Comando Usa: 11esima ondata di attacchi, «Hormuz resta aperto»

Il Comando centrale degli Stati Uniti (Centcom) ha fatto sapere di aver portato a termine con successo l’undicesima serata consecutiva di attacchi contro l’Iran. “Le forze del Centcom hanno preso di mira centri operativi militari iraniani, risorse navali, hangar per aerei, strutture di stoccaggio dei droni e infrastrutture logistiche militari, al fine di indebolire ulteriormente la capacità dell’Iran di minacciare la navigazione commerciale nello Stretto di Hormuz”, si legge in una nota. “Negli ultimi tre mesi, l’Iran ha attaccato più di 30 navi mercantili in transito lungo questa via navigabile internazionale, fondamentale per il commercio regionale e globale”, aggiunge il Centcom, “questi attacchi ingiustificati hanno messo in pericolo centinaia di marinai innocenti e compromesso la libertà di navigazione”. “Nonostante l’aggressione iraniana, lo Stretto di Hormuz rimane aperto al transito delle navi mercantili”, conclude la nota, “dall’inizio di maggio, le forze del Centcom hanno contribuito a facilitare il transito di circa 900 navi mercantili e 450 milioni di barili di petrolio greggio”.
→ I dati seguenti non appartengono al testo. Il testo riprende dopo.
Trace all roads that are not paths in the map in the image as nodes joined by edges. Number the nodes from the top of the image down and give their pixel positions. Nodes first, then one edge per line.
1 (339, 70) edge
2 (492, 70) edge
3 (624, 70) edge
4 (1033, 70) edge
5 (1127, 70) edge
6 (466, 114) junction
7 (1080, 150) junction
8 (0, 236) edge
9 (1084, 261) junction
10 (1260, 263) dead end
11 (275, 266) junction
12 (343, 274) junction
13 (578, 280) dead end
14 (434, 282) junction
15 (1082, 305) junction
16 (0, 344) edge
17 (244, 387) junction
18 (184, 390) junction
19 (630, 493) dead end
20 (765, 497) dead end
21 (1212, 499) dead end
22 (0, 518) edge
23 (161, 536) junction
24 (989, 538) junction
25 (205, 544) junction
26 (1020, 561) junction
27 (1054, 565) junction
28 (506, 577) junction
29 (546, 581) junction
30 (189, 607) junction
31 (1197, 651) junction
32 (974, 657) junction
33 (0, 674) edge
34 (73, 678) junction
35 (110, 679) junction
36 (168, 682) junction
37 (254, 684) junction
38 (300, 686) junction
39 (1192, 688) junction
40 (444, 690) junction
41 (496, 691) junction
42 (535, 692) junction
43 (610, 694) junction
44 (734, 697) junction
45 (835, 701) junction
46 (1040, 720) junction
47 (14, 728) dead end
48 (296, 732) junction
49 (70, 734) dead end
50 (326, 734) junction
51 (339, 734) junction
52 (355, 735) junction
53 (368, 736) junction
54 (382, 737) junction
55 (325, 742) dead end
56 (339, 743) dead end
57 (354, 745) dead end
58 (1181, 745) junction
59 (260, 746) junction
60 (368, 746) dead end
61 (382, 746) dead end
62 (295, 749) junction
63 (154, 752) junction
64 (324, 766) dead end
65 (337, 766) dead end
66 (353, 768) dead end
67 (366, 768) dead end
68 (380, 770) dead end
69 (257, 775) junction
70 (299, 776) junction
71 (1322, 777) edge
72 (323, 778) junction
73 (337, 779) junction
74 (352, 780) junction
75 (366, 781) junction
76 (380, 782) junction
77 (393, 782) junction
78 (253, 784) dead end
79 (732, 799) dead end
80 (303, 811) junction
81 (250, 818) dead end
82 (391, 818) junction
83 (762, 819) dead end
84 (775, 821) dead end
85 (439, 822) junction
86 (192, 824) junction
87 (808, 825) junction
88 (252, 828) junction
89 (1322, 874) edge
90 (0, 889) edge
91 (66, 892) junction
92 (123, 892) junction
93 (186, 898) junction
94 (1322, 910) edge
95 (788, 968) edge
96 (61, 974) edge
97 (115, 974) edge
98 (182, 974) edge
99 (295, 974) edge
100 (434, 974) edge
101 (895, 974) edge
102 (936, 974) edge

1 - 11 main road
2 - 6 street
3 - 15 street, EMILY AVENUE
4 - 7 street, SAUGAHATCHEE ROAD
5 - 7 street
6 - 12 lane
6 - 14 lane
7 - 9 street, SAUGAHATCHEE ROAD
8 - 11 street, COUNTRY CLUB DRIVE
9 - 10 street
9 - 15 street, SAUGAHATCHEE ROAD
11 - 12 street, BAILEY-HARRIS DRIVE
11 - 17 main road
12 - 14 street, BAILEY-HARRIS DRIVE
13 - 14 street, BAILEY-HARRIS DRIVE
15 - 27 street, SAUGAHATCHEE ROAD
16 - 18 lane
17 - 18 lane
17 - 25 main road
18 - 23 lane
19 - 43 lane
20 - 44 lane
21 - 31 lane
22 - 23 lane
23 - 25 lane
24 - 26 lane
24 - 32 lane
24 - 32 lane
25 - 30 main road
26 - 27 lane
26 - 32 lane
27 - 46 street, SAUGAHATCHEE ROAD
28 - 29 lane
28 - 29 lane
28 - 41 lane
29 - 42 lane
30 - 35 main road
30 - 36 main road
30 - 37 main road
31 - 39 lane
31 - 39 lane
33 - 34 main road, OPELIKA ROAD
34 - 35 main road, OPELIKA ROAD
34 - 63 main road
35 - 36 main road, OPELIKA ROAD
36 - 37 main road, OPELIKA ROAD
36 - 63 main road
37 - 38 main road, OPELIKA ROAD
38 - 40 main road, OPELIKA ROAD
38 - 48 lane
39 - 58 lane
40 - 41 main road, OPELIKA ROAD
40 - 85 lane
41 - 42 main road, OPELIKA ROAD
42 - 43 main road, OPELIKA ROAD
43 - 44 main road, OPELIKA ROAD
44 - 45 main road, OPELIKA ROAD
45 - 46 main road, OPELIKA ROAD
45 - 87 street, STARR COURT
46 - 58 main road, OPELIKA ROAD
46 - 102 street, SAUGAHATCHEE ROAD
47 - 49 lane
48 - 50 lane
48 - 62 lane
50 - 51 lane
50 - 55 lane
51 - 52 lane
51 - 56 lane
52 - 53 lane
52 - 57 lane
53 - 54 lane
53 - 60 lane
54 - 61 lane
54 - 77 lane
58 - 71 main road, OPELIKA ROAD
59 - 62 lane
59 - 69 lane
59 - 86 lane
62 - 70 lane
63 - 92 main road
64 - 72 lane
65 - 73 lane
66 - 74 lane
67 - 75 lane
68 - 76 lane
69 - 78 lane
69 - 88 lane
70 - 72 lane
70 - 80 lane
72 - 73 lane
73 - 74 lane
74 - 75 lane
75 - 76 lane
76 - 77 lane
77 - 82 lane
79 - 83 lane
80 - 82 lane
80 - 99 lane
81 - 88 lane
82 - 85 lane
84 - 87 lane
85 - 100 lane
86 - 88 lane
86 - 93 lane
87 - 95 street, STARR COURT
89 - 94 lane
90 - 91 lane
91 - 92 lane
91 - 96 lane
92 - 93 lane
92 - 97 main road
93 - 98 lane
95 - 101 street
Media iraniani: difesa aerea attivata a Teheran

“Fonti di informazione hanno riferito pochi minuti fa che attività della difesa aerea sono state udite a Ovest, Est e Nord-Est di Teheran”. Così la TV di Stato iraniana su Telegram, intorno alle 3 e mezza di notte, riferisce dei sistemi di difesa aerea attivati in tutta la capitale. I media statali hanno inoltre riportato attacchi nel Nord-Ovest e nel Sud dell’Iran, oltre a esplosioni nella città di Bushehr, dove si trova una centrale nucleare.